WHAT IS REQUIRED
Each record must be retyped in full. No character may differ.

AVAILABLE RECORDS
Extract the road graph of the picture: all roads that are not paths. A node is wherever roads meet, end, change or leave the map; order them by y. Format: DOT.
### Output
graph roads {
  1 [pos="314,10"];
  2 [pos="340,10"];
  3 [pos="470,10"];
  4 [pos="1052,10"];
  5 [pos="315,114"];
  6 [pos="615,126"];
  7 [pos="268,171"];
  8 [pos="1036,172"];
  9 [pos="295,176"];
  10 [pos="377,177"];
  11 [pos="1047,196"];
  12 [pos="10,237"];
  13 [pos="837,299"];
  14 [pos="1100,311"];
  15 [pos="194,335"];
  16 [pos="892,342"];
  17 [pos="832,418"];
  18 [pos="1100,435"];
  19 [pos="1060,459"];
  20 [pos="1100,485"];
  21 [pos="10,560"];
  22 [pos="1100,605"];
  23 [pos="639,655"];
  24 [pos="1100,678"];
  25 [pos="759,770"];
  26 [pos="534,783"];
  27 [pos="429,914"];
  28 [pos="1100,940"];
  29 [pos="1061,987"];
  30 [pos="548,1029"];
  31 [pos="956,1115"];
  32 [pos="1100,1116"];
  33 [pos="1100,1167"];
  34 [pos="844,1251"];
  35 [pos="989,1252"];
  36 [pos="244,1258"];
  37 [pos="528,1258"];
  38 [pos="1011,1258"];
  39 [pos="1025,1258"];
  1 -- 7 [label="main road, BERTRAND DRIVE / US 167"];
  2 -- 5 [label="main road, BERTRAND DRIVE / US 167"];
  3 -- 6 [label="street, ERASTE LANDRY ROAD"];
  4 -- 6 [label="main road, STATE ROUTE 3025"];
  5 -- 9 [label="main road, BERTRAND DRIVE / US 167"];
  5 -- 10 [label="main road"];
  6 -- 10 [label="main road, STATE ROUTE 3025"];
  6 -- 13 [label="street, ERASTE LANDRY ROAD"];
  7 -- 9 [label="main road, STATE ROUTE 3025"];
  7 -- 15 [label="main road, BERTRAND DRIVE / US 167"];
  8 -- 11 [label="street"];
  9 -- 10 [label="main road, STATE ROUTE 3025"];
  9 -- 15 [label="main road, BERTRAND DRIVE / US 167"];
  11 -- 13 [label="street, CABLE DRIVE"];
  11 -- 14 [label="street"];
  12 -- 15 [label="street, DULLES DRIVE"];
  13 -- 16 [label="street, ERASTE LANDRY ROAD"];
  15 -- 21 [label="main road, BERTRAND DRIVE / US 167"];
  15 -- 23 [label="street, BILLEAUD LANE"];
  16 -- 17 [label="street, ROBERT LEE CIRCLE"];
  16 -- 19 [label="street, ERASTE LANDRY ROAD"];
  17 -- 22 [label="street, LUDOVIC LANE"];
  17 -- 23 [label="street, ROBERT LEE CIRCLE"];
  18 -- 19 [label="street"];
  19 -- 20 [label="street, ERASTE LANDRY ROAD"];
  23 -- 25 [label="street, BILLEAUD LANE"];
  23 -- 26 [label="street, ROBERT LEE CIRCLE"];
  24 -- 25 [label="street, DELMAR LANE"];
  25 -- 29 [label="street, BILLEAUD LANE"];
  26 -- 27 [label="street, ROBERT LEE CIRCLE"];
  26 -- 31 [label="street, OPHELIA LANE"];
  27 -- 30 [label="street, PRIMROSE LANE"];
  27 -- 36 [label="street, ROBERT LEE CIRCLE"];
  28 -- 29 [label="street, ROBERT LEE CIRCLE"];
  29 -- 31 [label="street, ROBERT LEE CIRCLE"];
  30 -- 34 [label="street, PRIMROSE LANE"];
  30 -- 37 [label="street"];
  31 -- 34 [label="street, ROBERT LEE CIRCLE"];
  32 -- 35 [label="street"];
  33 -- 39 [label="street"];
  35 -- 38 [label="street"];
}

RESPONSE FOR THIS EXERCISE
Extract the road graph of the picture: all roads that are not paths. A node is wherever roads meet, end, change or leave the map; order them by y. Format: DOT.
### Output
graph roads {
  1 [pos="314,10"];
  2 [pos="340,10"];
  3 [pos="470,10"];
  4 [pos="1052,10"];
  5 [pos="315,114"];
  6 [pos="615,126"];
  7 [pos="268,171"];
  8 [pos="1036,172"];
  9 [pos="295,176"];
  10 [pos="377,177"];
  11 [pos="1047,196"];
  12 [pos="10,237"];
  13 [pos="837,299"];
  14 [pos="1100,311"];
  15 [pos="194,335"];
  16 [pos="892,342"];
  17 [pos="832,418"];
  18 [pos="1100,435"];
  19 [pos="1060,459"];
  20 [pos="1100,485"];
  21 [pos="10,560"];
  22 [pos="1100,605"];
  23 [pos="639,655"];
  24 [pos="1100,678"];
  25 [pos="759,770"];
  26 [pos="534,783"];
  27 [pos="429,914"];
  28 [pos="1100,940"];
  29 [pos="1061,987"];
  30 [pos="548,1029"];
  31 [pos="956,1115"];
  32 [pos="1100,1116"];
  33 [pos="1100,1167"];
  34 [pos="844,1251"];
  35 [pos="989,1252"];
  36 [pos="244,1258"];
  37 [pos="528,1258"];
  38 [pos="1011,1258"];
  39 [pos="1025,1258"];
  1 -- 7 [label="main road, BERTRAND DRIVE / US 167"];
  2 -- 5 [label="main road, BERTRAND DRIVE / US 167"];
  3 -- 6 [label="street, ERASTE LANDRY ROAD"];
  4 -- 6 [label="main road, STATE ROUTE 3025"];
  5 -- 9 [label="main road, BERTRAND DRIVE / US 167"];
  5 -- 10 [label="main road"];
  6 -- 10 [label="main road, STATE ROUTE 3025"];
  6 -- 13 [label="street, ERASTE LANDRY ROAD"];
  7 -- 9 [label="main road, STATE ROUTE 3025"];
  7 -- 15 [label="main road, BERTRAND DRIVE / US 167"];
  8 -- 11 [label="street"];
  9 -- 10 [label="main road, STATE ROUTE 3025"];
  9 -- 15 [label="main road, BERTRAND DRIVE / US 167"];
  11 -- 13 [label="street, CABLE DRIVE"];
  11 -- 14 [label="street"];
  12 -- 15 [label="street, DULLES DRIVE"];
  13 -- 16 [label="street, ERASTE LANDRY ROAD"];
  15 -- 21 [label="main road, BERTRAND DRIVE / US 167"];
  15 -- 23 [label="street, BILLEAUD LANE"];
  16 -- 17 [label="street, ROBERT LEE CIRCLE"];
  16 -- 19 [label="street, ERASTE LANDRY ROAD"];
  17 -- 22 [label="street, LUDOVIC LANE"];
  17 -- 23 [label="street, ROBERT LEE CIRCLE"];
  18 -- 19 [label="street"];
  19 -- 20 [label="street, ERASTE LANDRY ROAD"];
  23 -- 25 [label="street, BILLEAUD LANE"];
  23 -- 26 [label="street, ROBERT LEE CIRCLE"];
  24 -- 25 [label="street, DELMAR LANE"];
  25 -- 29 [label="street, BILLEAUD LANE"];
  26 -- 27 [label="street, ROBERT LEE CIRCLE"];
  26 -- 31 [label="street, OPHELIA LANE"];
  27 -- 30 [label="street, PRIMROSE LANE"];
  27 -- 36 [label="street, ROBERT LEE CIRCLE"];
  28 -- 29 [label="street, ROBERT LEE CIRCLE"];
  29 -- 31 [label="street, ROBERT LEE CIRCLE"];
  30 -- 34 [label="street, PRIMROSE LANE"];
  30 -- 37 [label="street"];
  31 -- 34 [label="street, ROBERT LEE CIRCLE"];
  32 -- 35 [label="street"];
  33 -- 39 [label="street"];
  35 -- 38 [label="street"];
}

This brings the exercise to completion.